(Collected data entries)
━━━━━━━━━━
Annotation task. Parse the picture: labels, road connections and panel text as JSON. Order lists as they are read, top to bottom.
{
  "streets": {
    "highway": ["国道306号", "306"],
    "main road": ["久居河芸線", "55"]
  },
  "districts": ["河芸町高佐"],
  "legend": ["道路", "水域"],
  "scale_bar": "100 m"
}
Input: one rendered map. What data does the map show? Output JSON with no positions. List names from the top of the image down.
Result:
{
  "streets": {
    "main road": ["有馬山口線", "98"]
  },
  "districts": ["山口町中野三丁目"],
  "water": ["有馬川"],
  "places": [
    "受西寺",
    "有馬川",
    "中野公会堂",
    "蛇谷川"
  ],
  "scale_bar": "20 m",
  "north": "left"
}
━━━━━━━━━━
Activity: Set the lines down exactly as they stand, beginning at the one that contains "Input: one rendered" and stopping after the last line of the entries above.

Written solution:
Input: one rendered map. What data does the map show? Output JSON with no positions. List names from the top of the image down.
Result:
{
  "streets": {
    "main road": ["有馬山口線", "98"]
  },
  "districts": ["山口町中野三丁目"],
  "water": ["有馬川"],
  "places": [
    "受西寺",
    "有馬川",
    "中野公会堂",
    "蛇谷川"
  ],
  "scale_bar": "20 m",
  "north": "left"
}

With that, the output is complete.